Results 1 to 11 of 11
-
2018-12-12, 03:21 PM (ISO 8601)
- Join Date
- Jan 2009
slowness of SQL UPDATE statements (vs SAS Data Step but any SQL advice welcome)
There's lot of times when I need to update one data element in one table with corresponding values from another table.
I'm using SAS, so I can do this a number of ways. The default in SAS is to use a data step to merge the two tables. It'd doable, but the syntax lacks finesse to just grab 1 variable.
So I tend to prefer SQL, using an UPDATE statement.
However, I've found that, when I'm trying to update a huge table with values from another at-least-big table, it takes prohibitively too long to run. I had one example before when it ran for an hour or more before I stopped it and programmed it in data-step code, but I think I'm running into it again.
My question is: any advice on how to modify the SQL code to speed up efficiency, or is SQL just slow here?
Example: I have a table with about 6 million records (called mydata). Another with about 600,000 records. I want to pull update one variable based on a shared ID number, for the year 2016.
Code:proc sql; update mydata set myVar=(SELECT myVar FROM otherdata WHERE otherdata.IDNum = mydata.IDNum) where myVar='' AND year='2016' and flag=1; quit;
I could break mydata into two tables, one for just 2016 and one with the rest of the data, then do the UPDATE, then combine the tables. I reckon the issue is that, for each 6 million records, it has to check each of the 600k records for a match.
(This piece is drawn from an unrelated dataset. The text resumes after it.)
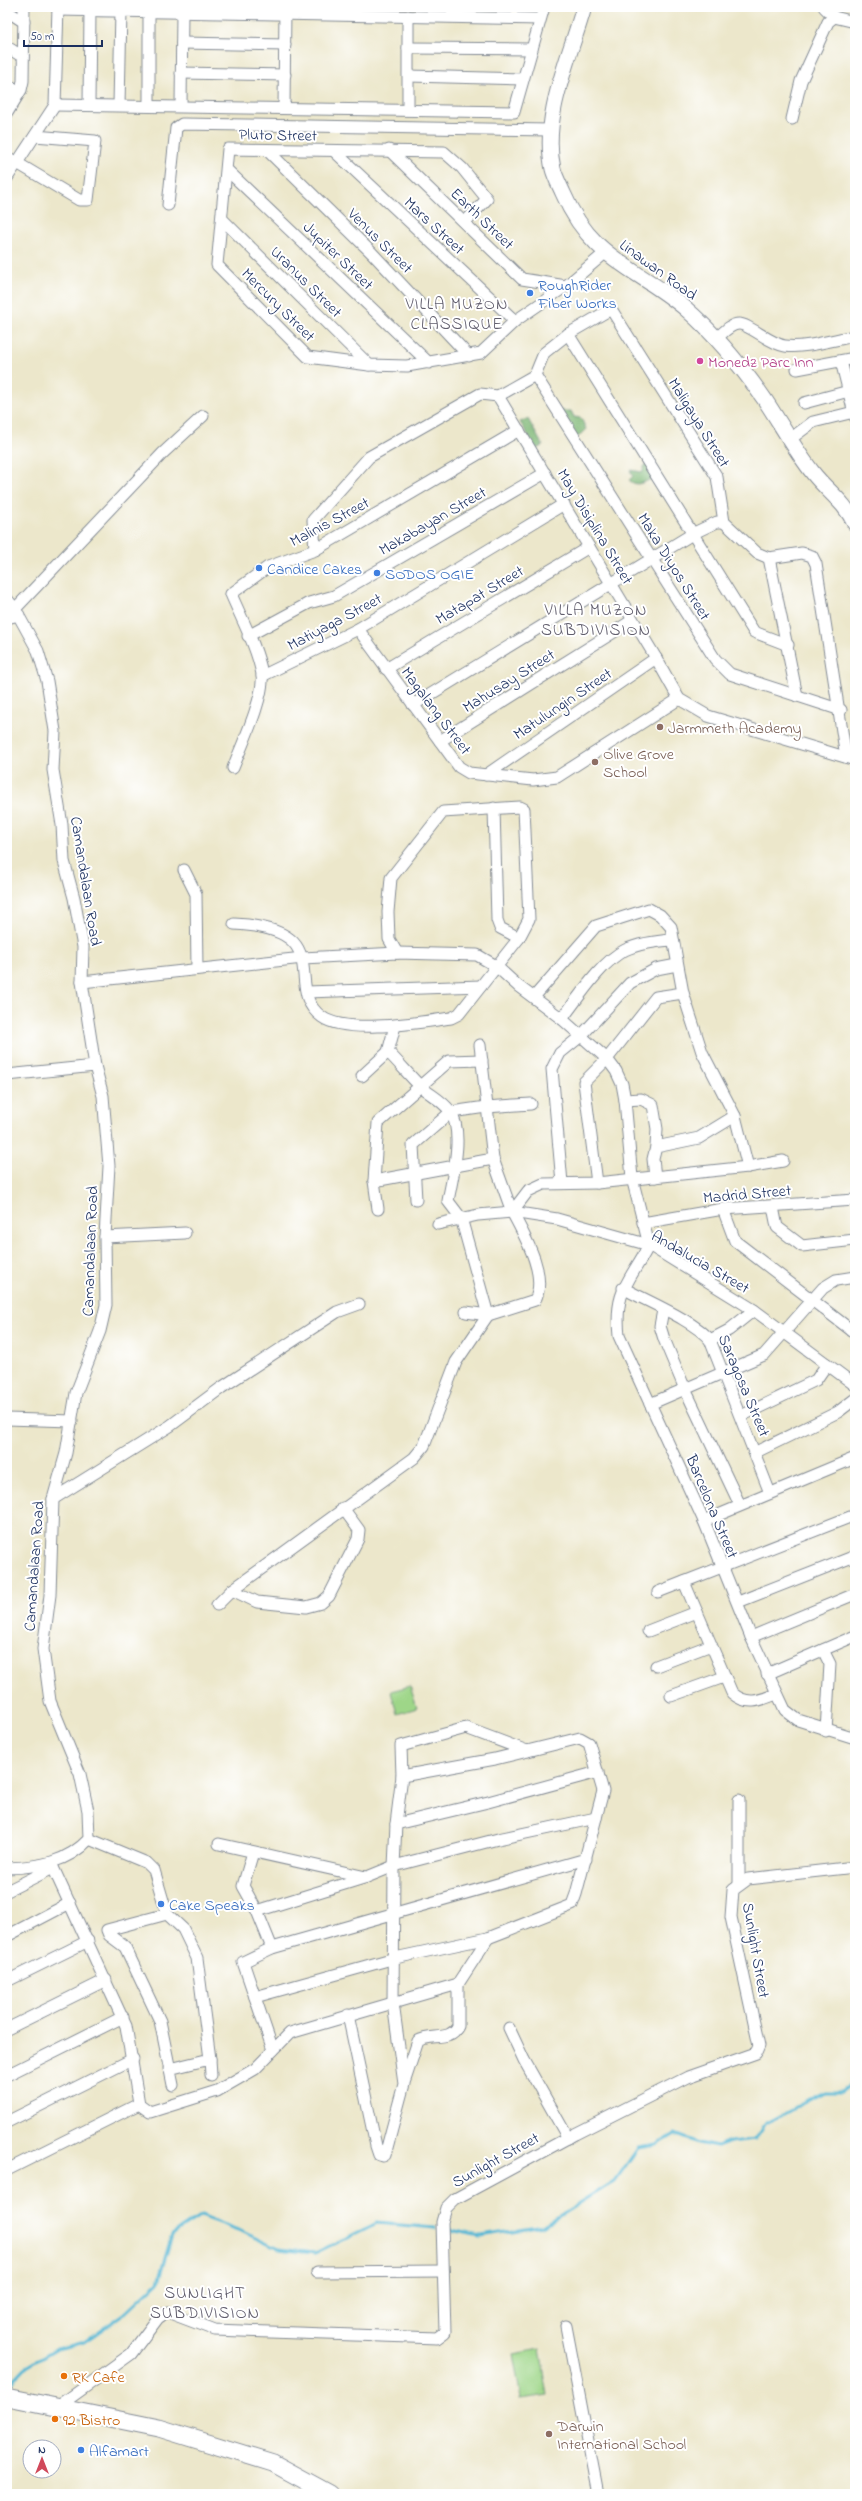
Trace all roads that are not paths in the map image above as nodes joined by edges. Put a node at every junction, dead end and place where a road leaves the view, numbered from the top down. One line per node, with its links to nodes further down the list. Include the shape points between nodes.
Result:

Hence doing 6 mil * 600k operations. (I'm not sure if the WHERE statement filters before or after the SET, but I think I read that SQL does all the work first and then filters out based on WHERE.)
-
2018-12-12, 03:48 PM (ISO 8601)
- Join Date
- Aug 2005
- Location
- Mountain View, CA
- Gender
Re: slowness of SQL UPDATE statements (vs SAS Data Step but any SQL advice welcome)
If otherdata.IDNum does not have an index already, then yes you should create one for it. That by itself will likely make it over 10,000 times faster.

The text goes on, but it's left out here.